Some countries specialize in heavy industry and some in service industries. Some are tourist destinations. Still others mix and match all of the above to make a living. Paraguay is none of the above. This is an agricultural country, a primary producer at the heart of the global economic ecosystem. It grows things from the earth.
Many countries have a significant population of farmers (throughout Latin America referred to as campesinos), but few places are as saturated with agrarian culture as Paraguay. The countryside, the campo, is everywhere. The markets of all major cities—even the capital, Asunción—fill to bursting on a daily basis with goods fresh from the fields just a few kilometers down the rickety highways. Indigenous people peddle herbs and remedies freshly picked from the forest at every street corner of seemingly the entire country. Roosters can be heard calling in the early morning hours, even in the center of Asunción. This is a country of growers and farmers, a culture of soil mystics and weather soothsayers.
Paraguayan land is immensely fertile. Sometimes it seems as if everything imaginable grows here, and with an accelerated, almost supernatural velocity. The ground of this country, into which the roots of Paraguay are firmly sunk, is sediment from the mighty Andes. These soils have precipitated from the heights the South American spine, depositing their nutrients and their blessings along endless pastures and gently rolling hills. The country is green, showing its blood-red soils only when the thick carpet of forest has been cleared away.

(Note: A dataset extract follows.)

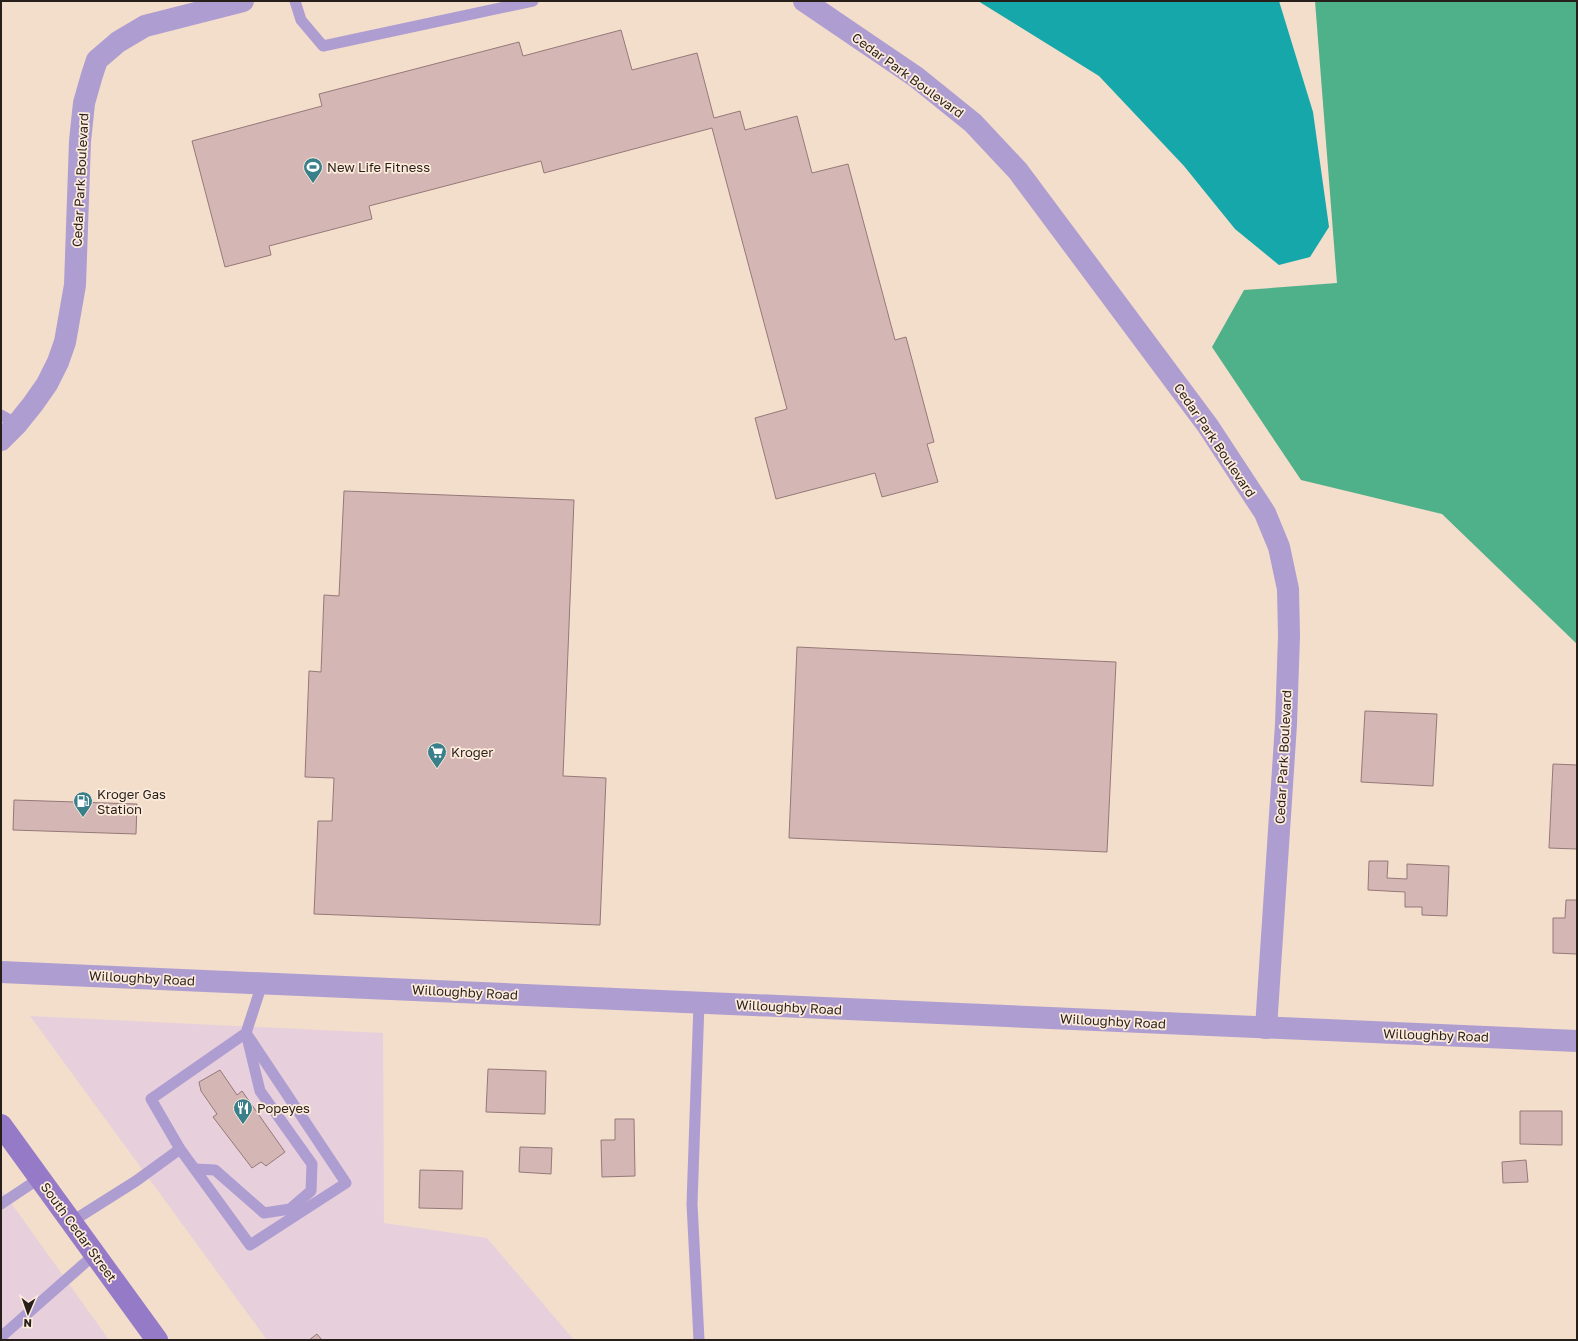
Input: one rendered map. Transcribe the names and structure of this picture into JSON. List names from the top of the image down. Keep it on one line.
{"streets":{"main road":["South Cedar Street"],"street":["Cedar Park Boulevard","Willoughby Road"]},"crossings":[["Cedar Park Boulevard","Willoughby Road"]],"places":{"sports":["New Life Fitness"],"supermarket":["Kroger"],"fuel station":["Kroger Gas Station"],"restaurant":["Popeyes"]},"north":"bottom"}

There are some parts of the countryside that seem so flat that one can literally detect the curvature of the Earth as it extends toward the panoramic horizon. Other parts are mountainous corridors, rudely partitioned by rising spires of rock covered in forest. Then there is the dry, hot immensity of the Chaco desert, worked for centuries by Mennonite farmers who have coaxed and worked the parched earth into a brilliant, almost unbelievable amount of life. In the riparian lowlands, seasonal flooding converts vast stretches of grasslands into temporary marshes, sometimes feeling like temporary oceans with floating islands of rushes and reeds and flocks of ibis and egrets.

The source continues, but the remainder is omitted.